Generally speaking, those incarcerated in African prisons face years of confinement in often cramped and dirty quarters, with insufficient food allocations, inadequate hygiene, and little or no clothing or other amenities. While these conditions are not uniform throughout the continent, their prevalence raises concern and needs to be addressed through prison reform and attention to human rights. Moreover, there are also several barriers—including state secrecy, weak civil society, and lack of public interest—that inhibit the collection of reliable data on African prisons. 1 This veil of ignorance as to prison conditions merely fuels the neglect and abuse of Africa’s incarcerated. It is nonetheless imperative to investigate African prisons and generate information about the issues affecting the continent’s penal system. 2

The article outlines several key historical developments in the evolution of African prisons.

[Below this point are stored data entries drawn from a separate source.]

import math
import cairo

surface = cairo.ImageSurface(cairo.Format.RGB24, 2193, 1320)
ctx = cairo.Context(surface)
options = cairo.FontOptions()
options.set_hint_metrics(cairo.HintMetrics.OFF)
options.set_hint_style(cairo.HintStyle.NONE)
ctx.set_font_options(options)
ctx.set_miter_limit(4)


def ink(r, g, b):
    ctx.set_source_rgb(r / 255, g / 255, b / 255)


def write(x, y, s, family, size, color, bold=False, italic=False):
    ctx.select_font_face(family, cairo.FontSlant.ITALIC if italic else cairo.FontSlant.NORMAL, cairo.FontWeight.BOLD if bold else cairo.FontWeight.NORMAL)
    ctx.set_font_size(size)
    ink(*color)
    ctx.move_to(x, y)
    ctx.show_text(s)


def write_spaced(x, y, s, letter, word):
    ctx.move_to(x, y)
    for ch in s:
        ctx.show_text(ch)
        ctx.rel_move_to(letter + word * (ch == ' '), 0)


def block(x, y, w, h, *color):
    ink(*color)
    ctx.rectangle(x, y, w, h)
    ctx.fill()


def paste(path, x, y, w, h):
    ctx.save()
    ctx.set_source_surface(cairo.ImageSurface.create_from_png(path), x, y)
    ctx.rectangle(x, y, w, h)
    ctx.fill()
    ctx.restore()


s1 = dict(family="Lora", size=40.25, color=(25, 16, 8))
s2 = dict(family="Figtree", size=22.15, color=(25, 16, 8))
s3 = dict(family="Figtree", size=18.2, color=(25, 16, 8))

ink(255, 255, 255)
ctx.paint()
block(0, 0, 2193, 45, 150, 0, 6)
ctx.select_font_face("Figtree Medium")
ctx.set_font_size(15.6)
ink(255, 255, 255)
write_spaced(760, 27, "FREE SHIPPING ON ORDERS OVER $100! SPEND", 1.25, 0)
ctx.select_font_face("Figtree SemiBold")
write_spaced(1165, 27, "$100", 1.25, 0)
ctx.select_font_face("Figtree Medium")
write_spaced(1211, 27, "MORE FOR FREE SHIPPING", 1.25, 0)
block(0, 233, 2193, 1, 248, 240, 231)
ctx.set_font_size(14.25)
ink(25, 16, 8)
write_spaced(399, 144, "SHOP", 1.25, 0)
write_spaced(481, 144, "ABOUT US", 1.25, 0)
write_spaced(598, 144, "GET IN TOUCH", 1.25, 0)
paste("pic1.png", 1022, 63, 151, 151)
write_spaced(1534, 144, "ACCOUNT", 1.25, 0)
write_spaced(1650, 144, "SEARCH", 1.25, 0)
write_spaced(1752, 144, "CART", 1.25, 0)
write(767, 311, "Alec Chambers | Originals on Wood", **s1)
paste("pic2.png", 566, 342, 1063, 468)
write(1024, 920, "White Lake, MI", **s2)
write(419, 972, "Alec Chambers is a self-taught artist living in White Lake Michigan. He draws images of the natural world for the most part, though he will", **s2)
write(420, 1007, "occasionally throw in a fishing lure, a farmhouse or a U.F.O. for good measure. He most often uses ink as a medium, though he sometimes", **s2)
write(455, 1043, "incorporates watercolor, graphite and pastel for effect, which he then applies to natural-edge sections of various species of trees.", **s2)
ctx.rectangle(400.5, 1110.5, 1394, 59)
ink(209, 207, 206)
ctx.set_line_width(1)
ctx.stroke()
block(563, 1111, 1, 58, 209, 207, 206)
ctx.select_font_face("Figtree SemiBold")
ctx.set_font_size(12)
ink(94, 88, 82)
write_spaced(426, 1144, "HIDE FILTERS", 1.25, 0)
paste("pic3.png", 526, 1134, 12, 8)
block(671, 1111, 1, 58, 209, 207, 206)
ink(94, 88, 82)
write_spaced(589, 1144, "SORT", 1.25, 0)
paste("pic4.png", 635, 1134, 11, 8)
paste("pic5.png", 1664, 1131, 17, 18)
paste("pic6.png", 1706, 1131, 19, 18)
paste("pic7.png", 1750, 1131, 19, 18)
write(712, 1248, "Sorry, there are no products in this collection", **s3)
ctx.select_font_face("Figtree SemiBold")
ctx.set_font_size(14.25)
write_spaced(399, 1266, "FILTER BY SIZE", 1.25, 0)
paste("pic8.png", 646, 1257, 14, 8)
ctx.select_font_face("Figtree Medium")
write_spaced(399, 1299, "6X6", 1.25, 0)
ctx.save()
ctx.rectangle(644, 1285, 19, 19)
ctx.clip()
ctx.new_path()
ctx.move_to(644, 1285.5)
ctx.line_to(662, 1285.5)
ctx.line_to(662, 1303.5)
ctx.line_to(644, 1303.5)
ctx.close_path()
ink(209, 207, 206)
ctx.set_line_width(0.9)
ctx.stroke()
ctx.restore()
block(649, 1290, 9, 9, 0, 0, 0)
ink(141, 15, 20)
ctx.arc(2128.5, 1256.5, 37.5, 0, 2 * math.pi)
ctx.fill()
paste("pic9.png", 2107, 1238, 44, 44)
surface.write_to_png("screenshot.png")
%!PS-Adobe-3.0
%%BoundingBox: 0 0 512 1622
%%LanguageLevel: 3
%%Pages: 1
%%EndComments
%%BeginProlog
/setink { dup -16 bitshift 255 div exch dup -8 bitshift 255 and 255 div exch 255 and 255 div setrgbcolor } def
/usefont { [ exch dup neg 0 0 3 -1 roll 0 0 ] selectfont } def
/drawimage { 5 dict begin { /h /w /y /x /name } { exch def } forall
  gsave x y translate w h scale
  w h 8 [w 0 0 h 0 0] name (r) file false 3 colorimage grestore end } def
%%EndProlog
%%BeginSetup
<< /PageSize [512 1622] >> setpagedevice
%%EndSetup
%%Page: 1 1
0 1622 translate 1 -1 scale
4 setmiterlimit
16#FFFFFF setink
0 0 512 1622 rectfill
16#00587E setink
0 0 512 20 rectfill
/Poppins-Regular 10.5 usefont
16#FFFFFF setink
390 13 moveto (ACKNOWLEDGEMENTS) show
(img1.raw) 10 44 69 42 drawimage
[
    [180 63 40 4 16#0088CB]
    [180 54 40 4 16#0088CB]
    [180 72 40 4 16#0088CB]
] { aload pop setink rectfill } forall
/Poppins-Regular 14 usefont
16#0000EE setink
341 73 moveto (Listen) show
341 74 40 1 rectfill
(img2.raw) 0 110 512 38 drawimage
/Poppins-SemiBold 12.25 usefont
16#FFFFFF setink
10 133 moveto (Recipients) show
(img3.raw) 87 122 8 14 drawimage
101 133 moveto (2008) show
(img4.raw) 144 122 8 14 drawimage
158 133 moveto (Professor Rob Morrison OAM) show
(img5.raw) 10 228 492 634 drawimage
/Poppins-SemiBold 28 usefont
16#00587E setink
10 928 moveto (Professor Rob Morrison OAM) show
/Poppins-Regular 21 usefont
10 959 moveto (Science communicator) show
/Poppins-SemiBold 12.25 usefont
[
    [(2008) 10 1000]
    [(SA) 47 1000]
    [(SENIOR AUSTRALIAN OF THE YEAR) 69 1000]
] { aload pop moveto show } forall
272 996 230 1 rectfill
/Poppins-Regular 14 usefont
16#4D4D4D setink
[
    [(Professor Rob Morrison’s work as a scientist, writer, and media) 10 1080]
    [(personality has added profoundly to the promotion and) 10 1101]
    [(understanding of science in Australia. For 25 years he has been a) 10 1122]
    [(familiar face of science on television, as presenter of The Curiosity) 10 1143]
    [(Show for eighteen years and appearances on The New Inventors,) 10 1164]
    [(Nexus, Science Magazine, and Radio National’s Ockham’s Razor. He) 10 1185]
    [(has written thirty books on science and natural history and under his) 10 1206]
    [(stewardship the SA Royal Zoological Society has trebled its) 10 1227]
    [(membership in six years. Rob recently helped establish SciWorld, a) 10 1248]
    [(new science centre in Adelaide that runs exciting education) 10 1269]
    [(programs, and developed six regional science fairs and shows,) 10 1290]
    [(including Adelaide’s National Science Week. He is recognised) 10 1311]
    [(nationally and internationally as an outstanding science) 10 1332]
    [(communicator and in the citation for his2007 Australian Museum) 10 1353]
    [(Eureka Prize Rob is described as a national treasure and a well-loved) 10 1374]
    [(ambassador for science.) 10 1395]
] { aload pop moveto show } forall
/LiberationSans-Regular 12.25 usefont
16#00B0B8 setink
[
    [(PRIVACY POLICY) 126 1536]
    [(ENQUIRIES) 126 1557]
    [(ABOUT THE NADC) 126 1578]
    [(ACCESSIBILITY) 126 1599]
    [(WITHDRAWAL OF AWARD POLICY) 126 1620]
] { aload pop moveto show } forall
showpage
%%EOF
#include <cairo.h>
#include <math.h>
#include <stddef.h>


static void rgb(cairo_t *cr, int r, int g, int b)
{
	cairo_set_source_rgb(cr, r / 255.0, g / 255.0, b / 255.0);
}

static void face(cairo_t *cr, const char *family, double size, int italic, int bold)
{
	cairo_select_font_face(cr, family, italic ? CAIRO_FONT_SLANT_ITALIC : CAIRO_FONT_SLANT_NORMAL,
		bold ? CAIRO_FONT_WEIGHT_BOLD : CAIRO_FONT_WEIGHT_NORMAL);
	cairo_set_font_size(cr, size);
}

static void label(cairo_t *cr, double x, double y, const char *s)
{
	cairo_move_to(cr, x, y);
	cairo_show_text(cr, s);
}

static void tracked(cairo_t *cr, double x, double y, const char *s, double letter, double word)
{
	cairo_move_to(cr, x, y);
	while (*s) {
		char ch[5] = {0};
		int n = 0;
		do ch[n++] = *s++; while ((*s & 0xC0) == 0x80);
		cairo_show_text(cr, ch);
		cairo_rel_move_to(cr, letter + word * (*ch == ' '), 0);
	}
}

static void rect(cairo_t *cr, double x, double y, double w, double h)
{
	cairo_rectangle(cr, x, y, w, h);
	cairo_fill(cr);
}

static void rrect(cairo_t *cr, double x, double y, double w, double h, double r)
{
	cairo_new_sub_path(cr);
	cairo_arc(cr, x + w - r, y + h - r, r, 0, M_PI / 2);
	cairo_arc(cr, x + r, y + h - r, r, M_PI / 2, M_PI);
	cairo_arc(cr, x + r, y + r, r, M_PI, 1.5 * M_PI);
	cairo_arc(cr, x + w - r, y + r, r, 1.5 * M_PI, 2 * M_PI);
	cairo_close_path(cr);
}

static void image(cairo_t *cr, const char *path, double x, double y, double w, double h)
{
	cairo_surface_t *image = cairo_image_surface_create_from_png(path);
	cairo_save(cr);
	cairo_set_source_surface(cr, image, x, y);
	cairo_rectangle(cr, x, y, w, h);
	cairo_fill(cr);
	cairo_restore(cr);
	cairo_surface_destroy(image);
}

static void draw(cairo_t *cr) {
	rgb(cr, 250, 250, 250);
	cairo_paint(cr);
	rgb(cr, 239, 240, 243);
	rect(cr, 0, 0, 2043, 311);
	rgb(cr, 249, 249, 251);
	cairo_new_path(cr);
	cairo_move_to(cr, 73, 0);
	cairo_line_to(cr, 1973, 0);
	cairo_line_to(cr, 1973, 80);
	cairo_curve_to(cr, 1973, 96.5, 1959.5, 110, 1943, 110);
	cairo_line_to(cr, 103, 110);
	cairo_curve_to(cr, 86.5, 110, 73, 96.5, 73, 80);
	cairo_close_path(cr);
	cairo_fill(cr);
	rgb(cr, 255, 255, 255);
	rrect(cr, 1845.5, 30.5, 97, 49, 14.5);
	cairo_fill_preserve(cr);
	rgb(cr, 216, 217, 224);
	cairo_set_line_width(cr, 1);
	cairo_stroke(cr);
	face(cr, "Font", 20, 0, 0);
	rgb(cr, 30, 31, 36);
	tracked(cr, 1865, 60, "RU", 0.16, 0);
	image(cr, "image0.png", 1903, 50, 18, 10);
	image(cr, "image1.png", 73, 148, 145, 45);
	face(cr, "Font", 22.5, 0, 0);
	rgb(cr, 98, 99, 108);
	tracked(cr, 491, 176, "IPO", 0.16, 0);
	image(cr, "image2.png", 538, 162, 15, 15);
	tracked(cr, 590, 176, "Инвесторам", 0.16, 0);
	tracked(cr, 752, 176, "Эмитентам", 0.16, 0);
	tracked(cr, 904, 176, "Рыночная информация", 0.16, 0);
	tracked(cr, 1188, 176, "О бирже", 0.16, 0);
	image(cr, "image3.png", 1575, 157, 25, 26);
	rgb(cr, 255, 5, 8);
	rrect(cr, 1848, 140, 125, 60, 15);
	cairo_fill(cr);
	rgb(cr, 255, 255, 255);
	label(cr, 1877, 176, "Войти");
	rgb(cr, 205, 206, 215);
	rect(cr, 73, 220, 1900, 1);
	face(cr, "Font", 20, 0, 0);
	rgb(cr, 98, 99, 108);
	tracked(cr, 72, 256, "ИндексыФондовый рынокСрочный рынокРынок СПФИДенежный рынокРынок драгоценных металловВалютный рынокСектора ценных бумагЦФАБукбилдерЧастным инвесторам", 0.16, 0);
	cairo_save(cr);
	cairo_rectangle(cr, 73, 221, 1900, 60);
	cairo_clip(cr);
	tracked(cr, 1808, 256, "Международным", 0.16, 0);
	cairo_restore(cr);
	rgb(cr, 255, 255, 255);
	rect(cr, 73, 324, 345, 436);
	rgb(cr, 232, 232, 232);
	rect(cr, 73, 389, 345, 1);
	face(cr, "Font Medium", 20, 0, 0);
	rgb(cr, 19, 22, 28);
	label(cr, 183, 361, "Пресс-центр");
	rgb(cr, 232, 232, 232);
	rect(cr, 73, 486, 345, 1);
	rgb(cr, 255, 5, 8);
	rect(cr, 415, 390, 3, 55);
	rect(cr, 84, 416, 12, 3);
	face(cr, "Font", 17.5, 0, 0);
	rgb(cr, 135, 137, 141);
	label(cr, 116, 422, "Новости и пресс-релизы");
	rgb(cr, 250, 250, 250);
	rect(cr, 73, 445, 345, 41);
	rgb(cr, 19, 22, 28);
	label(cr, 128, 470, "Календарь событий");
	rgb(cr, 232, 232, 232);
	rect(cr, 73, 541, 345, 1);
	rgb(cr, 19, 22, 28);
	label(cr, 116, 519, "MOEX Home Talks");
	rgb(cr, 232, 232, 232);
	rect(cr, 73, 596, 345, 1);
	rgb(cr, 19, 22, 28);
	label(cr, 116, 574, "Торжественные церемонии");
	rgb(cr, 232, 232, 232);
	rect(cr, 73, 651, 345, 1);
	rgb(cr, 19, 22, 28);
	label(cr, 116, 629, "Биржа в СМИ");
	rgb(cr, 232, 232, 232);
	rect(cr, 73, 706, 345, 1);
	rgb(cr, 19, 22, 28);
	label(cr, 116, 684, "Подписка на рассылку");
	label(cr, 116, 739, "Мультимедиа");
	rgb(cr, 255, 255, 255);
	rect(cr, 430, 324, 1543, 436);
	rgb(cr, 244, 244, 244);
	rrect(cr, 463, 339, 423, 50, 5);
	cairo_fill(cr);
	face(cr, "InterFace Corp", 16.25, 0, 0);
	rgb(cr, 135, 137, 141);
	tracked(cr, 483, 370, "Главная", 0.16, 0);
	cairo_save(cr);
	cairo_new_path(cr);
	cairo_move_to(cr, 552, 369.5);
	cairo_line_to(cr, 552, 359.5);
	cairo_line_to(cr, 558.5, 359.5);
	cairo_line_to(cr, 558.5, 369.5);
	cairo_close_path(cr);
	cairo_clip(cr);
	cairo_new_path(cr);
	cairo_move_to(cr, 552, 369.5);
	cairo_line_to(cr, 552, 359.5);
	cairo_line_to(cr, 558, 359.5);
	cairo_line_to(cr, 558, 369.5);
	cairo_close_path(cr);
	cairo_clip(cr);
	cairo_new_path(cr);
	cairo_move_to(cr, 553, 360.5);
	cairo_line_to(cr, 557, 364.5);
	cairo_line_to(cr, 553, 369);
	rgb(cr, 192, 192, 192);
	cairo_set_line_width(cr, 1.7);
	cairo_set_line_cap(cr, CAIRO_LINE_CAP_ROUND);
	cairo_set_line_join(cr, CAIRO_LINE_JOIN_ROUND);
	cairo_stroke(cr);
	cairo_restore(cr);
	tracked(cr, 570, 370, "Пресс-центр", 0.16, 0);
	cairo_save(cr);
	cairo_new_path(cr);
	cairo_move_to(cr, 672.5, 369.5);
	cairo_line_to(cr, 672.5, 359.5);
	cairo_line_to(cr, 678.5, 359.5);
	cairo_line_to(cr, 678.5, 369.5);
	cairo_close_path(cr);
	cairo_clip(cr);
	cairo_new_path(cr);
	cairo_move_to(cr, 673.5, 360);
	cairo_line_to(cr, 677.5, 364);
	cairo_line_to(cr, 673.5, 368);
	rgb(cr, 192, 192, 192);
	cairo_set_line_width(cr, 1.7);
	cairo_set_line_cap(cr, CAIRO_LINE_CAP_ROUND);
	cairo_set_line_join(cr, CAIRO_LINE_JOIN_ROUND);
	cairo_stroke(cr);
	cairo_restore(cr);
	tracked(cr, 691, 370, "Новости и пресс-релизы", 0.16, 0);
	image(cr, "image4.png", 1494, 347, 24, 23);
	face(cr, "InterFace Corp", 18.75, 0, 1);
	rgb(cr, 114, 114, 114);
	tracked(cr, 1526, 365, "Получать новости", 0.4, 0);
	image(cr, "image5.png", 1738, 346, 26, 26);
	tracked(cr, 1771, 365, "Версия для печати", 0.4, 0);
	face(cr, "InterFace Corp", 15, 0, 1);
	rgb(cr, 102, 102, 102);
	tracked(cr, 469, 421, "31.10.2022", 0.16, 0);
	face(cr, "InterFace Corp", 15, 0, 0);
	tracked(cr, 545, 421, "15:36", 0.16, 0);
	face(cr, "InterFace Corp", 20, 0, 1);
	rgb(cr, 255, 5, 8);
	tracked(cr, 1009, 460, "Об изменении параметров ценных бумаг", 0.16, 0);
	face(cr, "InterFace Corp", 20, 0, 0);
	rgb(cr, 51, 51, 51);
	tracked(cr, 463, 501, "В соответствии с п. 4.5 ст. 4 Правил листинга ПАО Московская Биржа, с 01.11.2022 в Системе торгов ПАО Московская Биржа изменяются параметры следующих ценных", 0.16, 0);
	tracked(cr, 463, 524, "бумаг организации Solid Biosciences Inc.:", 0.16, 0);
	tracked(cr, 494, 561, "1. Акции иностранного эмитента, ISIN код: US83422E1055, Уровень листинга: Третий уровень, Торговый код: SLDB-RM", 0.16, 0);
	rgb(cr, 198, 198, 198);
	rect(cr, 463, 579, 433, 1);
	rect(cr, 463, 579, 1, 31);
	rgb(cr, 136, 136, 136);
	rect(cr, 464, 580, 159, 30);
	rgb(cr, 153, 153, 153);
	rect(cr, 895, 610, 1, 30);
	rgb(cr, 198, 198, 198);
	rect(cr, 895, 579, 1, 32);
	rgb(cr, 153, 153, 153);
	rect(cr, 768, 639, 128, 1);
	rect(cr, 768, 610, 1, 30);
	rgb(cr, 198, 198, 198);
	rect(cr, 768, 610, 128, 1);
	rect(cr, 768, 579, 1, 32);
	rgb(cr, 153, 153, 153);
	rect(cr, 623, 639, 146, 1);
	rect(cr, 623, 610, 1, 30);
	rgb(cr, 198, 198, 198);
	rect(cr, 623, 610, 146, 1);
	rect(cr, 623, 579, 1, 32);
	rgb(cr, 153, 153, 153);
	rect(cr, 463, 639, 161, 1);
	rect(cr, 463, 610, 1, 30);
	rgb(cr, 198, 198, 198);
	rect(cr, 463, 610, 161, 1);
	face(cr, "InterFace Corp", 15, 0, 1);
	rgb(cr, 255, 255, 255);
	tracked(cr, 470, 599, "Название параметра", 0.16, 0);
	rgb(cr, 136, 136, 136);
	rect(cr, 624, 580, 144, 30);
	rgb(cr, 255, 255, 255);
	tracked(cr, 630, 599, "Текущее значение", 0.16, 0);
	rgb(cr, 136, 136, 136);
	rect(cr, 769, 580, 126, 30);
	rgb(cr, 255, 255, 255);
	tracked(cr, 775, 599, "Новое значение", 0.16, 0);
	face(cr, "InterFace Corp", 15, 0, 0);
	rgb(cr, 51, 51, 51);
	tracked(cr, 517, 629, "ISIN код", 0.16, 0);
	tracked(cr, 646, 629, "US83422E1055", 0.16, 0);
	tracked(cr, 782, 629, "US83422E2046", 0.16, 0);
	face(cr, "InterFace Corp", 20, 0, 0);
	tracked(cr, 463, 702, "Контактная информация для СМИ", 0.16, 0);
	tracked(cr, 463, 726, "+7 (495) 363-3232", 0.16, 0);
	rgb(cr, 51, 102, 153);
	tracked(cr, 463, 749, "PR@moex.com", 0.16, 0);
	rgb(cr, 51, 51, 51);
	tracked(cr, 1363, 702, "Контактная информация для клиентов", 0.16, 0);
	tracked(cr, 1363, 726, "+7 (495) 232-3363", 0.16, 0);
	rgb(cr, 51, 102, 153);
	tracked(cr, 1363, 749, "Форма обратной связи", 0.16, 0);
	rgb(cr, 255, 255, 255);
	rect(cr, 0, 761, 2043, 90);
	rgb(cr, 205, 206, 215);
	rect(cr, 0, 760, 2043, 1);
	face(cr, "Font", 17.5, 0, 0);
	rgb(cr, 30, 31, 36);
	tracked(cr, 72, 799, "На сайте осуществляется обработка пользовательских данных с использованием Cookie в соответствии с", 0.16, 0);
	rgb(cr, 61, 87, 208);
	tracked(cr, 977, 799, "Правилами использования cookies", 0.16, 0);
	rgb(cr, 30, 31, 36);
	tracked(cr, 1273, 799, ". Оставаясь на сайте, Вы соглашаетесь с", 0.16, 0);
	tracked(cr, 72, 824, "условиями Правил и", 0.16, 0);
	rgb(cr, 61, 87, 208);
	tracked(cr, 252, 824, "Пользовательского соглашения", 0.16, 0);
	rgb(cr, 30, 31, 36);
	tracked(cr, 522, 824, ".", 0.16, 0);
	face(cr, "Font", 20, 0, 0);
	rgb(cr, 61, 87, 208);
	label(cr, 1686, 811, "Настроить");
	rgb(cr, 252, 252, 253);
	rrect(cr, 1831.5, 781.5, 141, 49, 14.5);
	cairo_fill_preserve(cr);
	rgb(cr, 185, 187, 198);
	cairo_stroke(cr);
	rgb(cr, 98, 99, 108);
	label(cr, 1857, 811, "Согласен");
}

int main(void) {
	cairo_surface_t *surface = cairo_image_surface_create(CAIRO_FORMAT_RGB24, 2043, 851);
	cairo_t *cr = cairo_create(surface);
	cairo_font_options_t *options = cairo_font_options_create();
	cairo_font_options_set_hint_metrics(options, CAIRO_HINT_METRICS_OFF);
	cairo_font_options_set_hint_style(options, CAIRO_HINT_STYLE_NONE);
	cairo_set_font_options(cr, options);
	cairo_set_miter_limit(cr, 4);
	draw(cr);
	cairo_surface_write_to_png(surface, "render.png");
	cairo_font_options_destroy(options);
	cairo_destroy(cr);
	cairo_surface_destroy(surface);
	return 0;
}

It examines certain areas in which prisons throughout Africa fail to meet the minimum of human rights requirements. Recognizing that Africa is home to 53 countries of profound diversity, several common themes of human rights abuse nonetheless emerge upon continental examination, including the shortcomings of resources and good prison governance; overcrowding and poor conditions within prisons; the failure to protect the rights of pre-trial detainees, women, and children; the untapped potential of alternative sentencing; and the unfulfilled mandate of rehabilitation. The article then considers several possible sources for oversight and reform, including the African Commission on Human and Peoples’ Rights as well as the Special Rapporteur on Prisons and Conditions of Detention in Africa.

It is clear that African prisons face a host of challenges, including deficits of good governance, funding, and other resources. Such shortcomings have resulted in overcrowded and otherwise abusive prison conditions. Yet it is also clear that several governments and organizations have committed themselves to improving the lot of Africa’s incarcerated by promoting prisoners’ rights. As a result, Africa is home to several innovative instruments and institutions aimed at protecting the rights of those behind bars. What is needed now is the political will and resources to translate these pronouncements into practice.